George sat silent. He looked at the empty bottle and the empty glasses.

“It’s hell, isn’t it?” he said.

“No. Not exactly,” Nick said.

“Why not?”

“I don’t know,” Nick said.

“Will you ever go skiing together in the States?” George said.

“I don’t know,” said Nick.

“The mountains aren’t much,” George said.

“No,” said Nick. “They’re too rocky. There’s too much timber and they’re too far away.”

“Yes,” said George, “that’s the way it is in Califor­nia.”

“Yes,” Nick said, “that’s the way it is everywhere I’ve ever been.”

“Yes,” said George, “that’s the way it is.”

The Swiss got up and paid and went out.

“I wish we were Swiss,” George said.

“They’ve all got goiter,” said Nick.

“I don’t believe it,” George said.

“Neither do I,” said Nick.

They laughed.

“Maybe we’ll never go skiing again, Nick,” George said.

“We’ve got to,” said Nick. “It isn’t worth while if you can’t.”

“We’ll go, all right,” George said.

“We’ve got to,” Nick agreed.

“I wish we could make a promise about it,” George said.

Nick stood up. He buckled his wind jacket tight. He leaned over George and picked up the two ski poles from against the wall. He stuck one of the ski poles into the floor.

“There isn’t any good in promising,” he said.

They opened the door and went out. It was very cold. The snow had crusted hard. The road ran up the hill into the pine trees.

They took down their skis from where they leaned against the wall in the inn. Nick put on his gloves. George was already started up the road, his skis on his shoulder. Now they would have the run home together.

Fathers and Sons

There had been a sign to detour in the center of the main street of this town, but cars had obviously gone through, so, believing it was some repair which had been completed, Nicholas Adams drove on through the town along the empty, brick-paved street, stopped by traffic lights that flashed on and off on this trafficless Sunday, and would be gone next year when the pay­ments on the system were not met; on under the heavy trees of the small town that are a part of your heart if it is your town and you have walked under them, but that are only too heavy, that shut out the sun and that dampen the houses for a stranger; out past the last house and onto the highway that rose and fell straight away ahead with banks of red dirt sliced cleanly away and the second-growth timber on both sides. It was not his country but it was the middle of fall and all of this country was good to drive through and to see. The cotton was picked and in the clearings there were patches of corn, some cut with streaks of red sorghum, and, driving easily, his son asleep on the seat by his side, the day’s run made, knowing the town he would reach for the night, Nick noticed which corn fields had soy beans or peas in them, how the thickets and the cutover land lay, where the cabins and houses were in relation to the fields and the thickets, hunting the country in his mind as he went by, sizing up each clear­ing as to feed and cover and figuring where you would find a covey and which way they would fly.

In shooting quail you must not get between them and their habitual cover, once the dogs have found them, or when they flush they will come pouring at you, some rising steep, some skimming by your ears, whirring into a size you have never seen them in the air as they pass, the only way being to turn and take them over your shoulder as they go, before they set their wings and angle down into the thicket.
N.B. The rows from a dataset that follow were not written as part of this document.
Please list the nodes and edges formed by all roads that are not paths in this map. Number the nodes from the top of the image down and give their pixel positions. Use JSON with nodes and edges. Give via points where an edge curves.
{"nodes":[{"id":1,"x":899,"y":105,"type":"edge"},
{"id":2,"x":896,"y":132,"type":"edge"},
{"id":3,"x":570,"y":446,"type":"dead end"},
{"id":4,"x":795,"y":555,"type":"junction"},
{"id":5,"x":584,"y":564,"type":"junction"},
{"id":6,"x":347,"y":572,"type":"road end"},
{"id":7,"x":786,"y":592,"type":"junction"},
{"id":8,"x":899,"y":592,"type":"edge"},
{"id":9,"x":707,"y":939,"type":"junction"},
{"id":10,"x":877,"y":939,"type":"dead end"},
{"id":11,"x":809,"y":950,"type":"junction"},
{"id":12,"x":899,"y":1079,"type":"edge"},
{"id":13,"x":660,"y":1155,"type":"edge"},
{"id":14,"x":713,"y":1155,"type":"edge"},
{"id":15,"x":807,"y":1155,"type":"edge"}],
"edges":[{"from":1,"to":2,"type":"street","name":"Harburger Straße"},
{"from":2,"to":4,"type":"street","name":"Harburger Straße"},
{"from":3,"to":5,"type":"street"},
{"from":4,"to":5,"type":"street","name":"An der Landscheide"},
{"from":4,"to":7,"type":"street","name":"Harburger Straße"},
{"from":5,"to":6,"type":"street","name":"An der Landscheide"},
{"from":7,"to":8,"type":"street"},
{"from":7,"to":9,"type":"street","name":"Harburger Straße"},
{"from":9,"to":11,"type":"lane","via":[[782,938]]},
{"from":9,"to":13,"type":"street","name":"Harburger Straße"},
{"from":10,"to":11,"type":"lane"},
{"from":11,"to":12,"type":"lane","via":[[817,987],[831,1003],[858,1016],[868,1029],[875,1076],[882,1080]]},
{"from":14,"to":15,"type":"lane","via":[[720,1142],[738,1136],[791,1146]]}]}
Hunting this country for quail as his father had taught him, Nicholas Adams started thinking about his father. When he first thought about him it was always the eyes. The big frame, the quick movements, the wide shoulders, the hooked, hawk nose, the beard that covered the weak chin, you never thought about—it was always the eyes. They were protected in his head by the forma­tion of the brows, set deep as though a special protec­tion had been devised for some very valuable instru­ment. They saw much further and much quicker than the human eye sees and they were the great gift his father had. His father saw as a bighorn ram or as an eagle sees, literally.